— TRY IT —
The answer must repeat every record exactly, with all pictures omitted.

Saved data entries
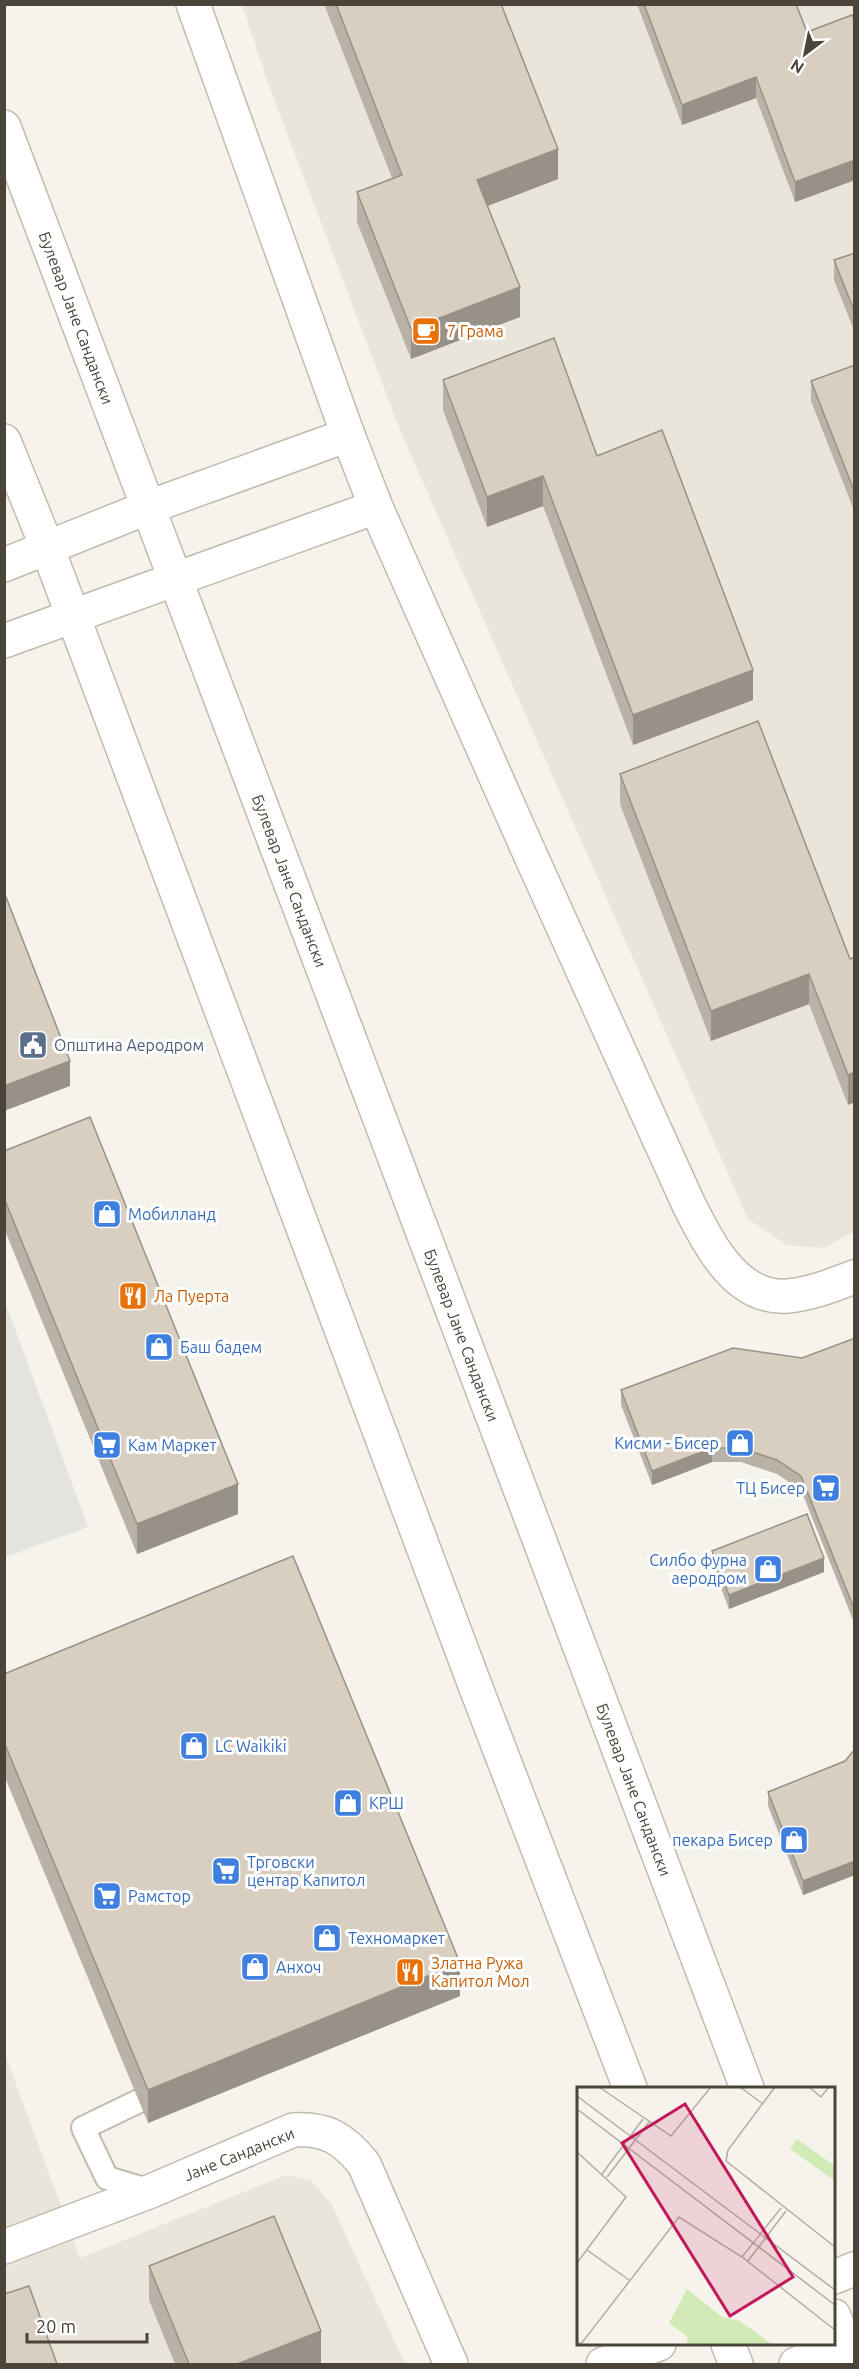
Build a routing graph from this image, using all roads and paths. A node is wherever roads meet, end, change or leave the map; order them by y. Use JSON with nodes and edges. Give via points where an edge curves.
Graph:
{"nodes":[{"id":1,"x":193,"y":4,"type":"edge"},
{"id":2,"x":4,"y":127,"type":"edge"},
{"id":3,"x":348,"y":435,"type":"junction"},
{"id":4,"x":4,"y":441,"type":"edge"},
{"id":5,"x":150,"y":507,"type":"junction"},
{"id":6,"x":376,"y":507,"type":"junction"},
{"id":7,"x":47,"y":547,"type":"junction"},
{"id":8,"x":4,"y":565,"type":"edge"},
{"id":9,"x":177,"y":580,"type":"junction"},
{"id":10,"x":73,"y":616,"type":"junction"},
{"id":11,"x":4,"y":641,"type":"edge"},
{"id":12,"x":855,"y":1277,"type":"edge"},
{"id":13,"x":630,"y":2087,"type":"edge"},
{"id":14,"x":747,"y":2087,"type":"edge"},
{"id":15,"x":139,"y":2101,"type":"edge"},
{"id":16,"x":151,"y":2191,"type":"junction"},
{"id":17,"x":4,"y":2247,"type":"edge"},
{"id":18,"x":855,"y":2269,"type":"edge"},
{"id":19,"x":835,"y":2277,"type":"edge"},
{"id":20,"x":835,"y":2318,"type":"edge"},
{"id":21,"x":654,"y":2345,"type":"edge"},
{"id":22,"x":729,"y":2345,"type":"edge"},
{"id":23,"x":851,"y":2351,"type":"edge"},
{"id":24,"x":451,"y":2364,"type":"edge"},
{"id":25,"x":603,"y":2364,"type":"edge"},
{"id":26,"x":736,"y":2364,"type":"edge"},
{"id":27,"x":796,"y":2364,"type":"edge"}],
"edges":[{"from":1,"to":3,"type":"street"},
{"from":2,"to":5,"type":"street","name":"Булевар Јане Сандански"},
{"from":3,"to":5,"type":"street"},
{"from":3,"to":6,"type":"street"},
{"from":4,"to":7,"type":"street"},
{"from":5,"to":7,"type":"street"},
{"from":5,"to":9,"type":"street","name":"Булевар Јане Сандански"},
{"from":6,"to":9,"type":"street"},
{"from":6,"to":12,"type":"street","via":[[707,1240],[739,1280],[771,1296],[815,1291]]},
{"from":7,"to":8,"type":"street"},
{"from":7,"to":10,"type":"street"},
{"from":9,"to":10,"type":"street"},
{"from":9,"to":14,"type":"street","name":"Булевар Јане Сандански"},
{"from":10,"to":11,"type":"street"},
{"from":10,"to":13,"type":"street"},
{"from":15,"to":16,"type":"lane","via":[[83,2128],[107,2178]]},
{"from":16,"to":17,"type":"street","name":"Јане Сандански"},
{"from":16,"to":24,"type":"street","name":"Јане Сандански","via":[[293,2130],[314,2129],[333,2136],[352,2149],[364,2164]]},
{"from":18,"to":19,"type":"street"},
{"from":20,"to":23,"type":"street"},
{"from":21,"to":25,"type":"street"},
{"from":22,"to":26,"type":"street"},
{"from":23,"to":27,"type":"street"}]}
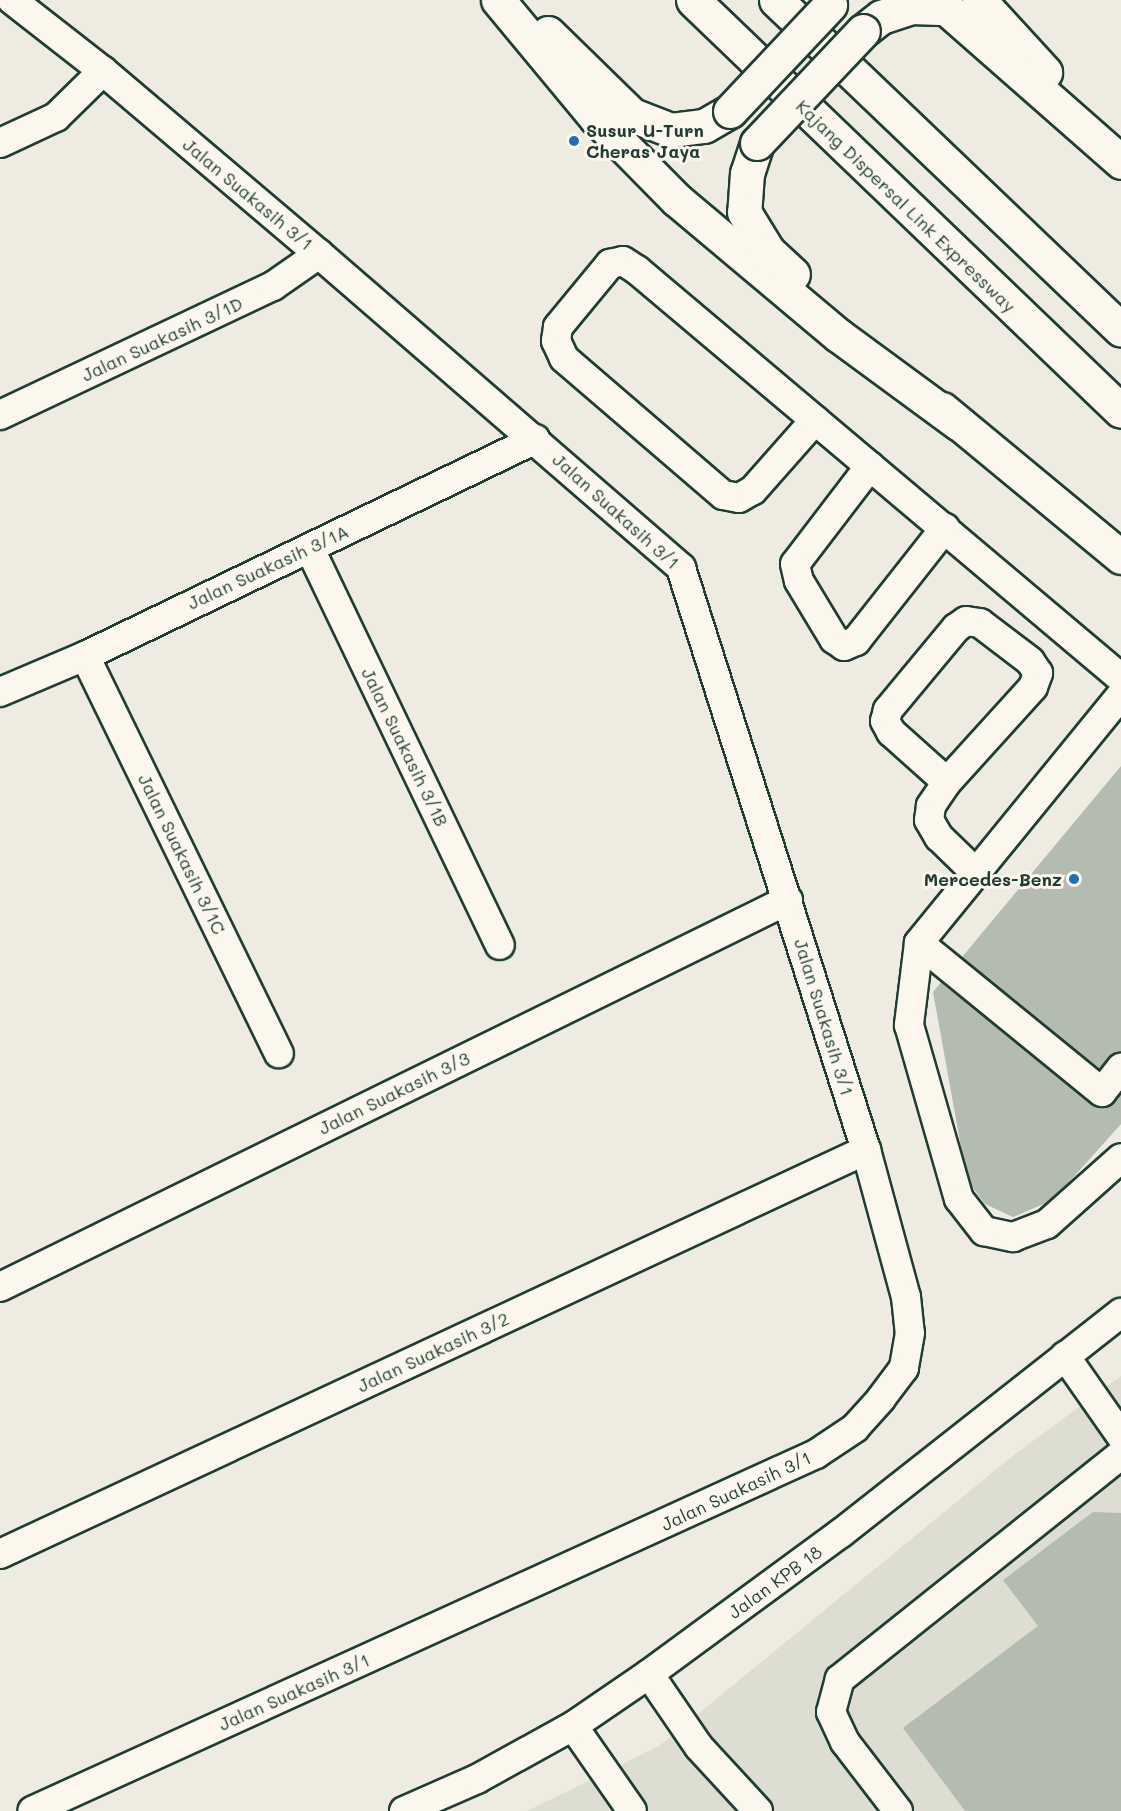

— ANSWER BELOW —
Build a routing graph from this image, using all roads and paths. A node is wherever roads meet, end, change or leave the map; order them by y. Use JSON with nodes and edges. Give via points where an edge curves.
Graph:
{"nodes":[{"id":1,"x":193,"y":4,"type":"edge"},
{"id":2,"x":4,"y":127,"type":"edge"},
{"id":3,"x":348,"y":435,"type":"junction"},
{"id":4,"x":4,"y":441,"type":"edge"},
{"id":5,"x":150,"y":507,"type":"junction"},
{"id":6,"x":376,"y":507,"type":"junction"},
{"id":7,"x":47,"y":547,"type":"junction"},
{"id":8,"x":4,"y":565,"type":"edge"},
{"id":9,"x":177,"y":580,"type":"junction"},
{"id":10,"x":73,"y":616,"type":"junction"},
{"id":11,"x":4,"y":641,"type":"edge"},
{"id":12,"x":855,"y":1277,"type":"edge"},
{"id":13,"x":630,"y":2087,"type":"edge"},
{"id":14,"x":747,"y":2087,"type":"edge"},
{"id":15,"x":139,"y":2101,"type":"edge"},
{"id":16,"x":151,"y":2191,"type":"junction"},
{"id":17,"x":4,"y":2247,"type":"edge"},
{"id":18,"x":855,"y":2269,"type":"edge"},
{"id":19,"x":835,"y":2277,"type":"edge"},
{"id":20,"x":835,"y":2318,"type":"edge"},
{"id":21,"x":654,"y":2345,"type":"edge"},
{"id":22,"x":729,"y":2345,"type":"edge"},
{"id":23,"x":851,"y":2351,"type":"edge"},
{"id":24,"x":451,"y":2364,"type":"edge"},
{"id":25,"x":603,"y":2364,"type":"edge"},
{"id":26,"x":736,"y":2364,"type":"edge"},
{"id":27,"x":796,"y":2364,"type":"edge"}],
"edges":[{"from":1,"to":3,"type":"street"},
{"from":2,"to":5,"type":"street","name":"Булевар Јане Сандански"},
{"from":3,"to":5,"type":"street"},
{"from":3,"to":6,"type":"street"},
{"from":4,"to":7,"type":"street"},
{"from":5,"to":7,"type":"street"},
{"from":5,"to":9,"type":"street","name":"Булевар Јане Сандански"},
{"from":6,"to":9,"type":"street"},
{"from":6,"to":12,"type":"street","via":[[707,1240],[739,1280],[771,1296],[815,1291]]},
{"from":7,"to":8,"type":"street"},
{"from":7,"to":10,"type":"street"},
{"from":9,"to":10,"type":"street"},
{"from":9,"to":14,"type":"street","name":"Булевар Јане Сандански"},
{"from":10,"to":11,"type":"street"},
{"from":10,"to":13,"type":"street"},
{"from":15,"to":16,"type":"lane","via":[[83,2128],[107,2178]]},
{"from":16,"to":17,"type":"street","name":"Јане Сандански"},
{"from":16,"to":24,"type":"street","name":"Јане Сандански","via":[[293,2130],[314,2129],[333,2136],[352,2149],[364,2164]]},
{"from":18,"to":19,"type":"street"},
{"from":20,"to":23,"type":"street"},
{"from":21,"to":25,"type":"street"},
{"from":22,"to":26,"type":"street"},
{"from":23,"to":27,"type":"street"}]}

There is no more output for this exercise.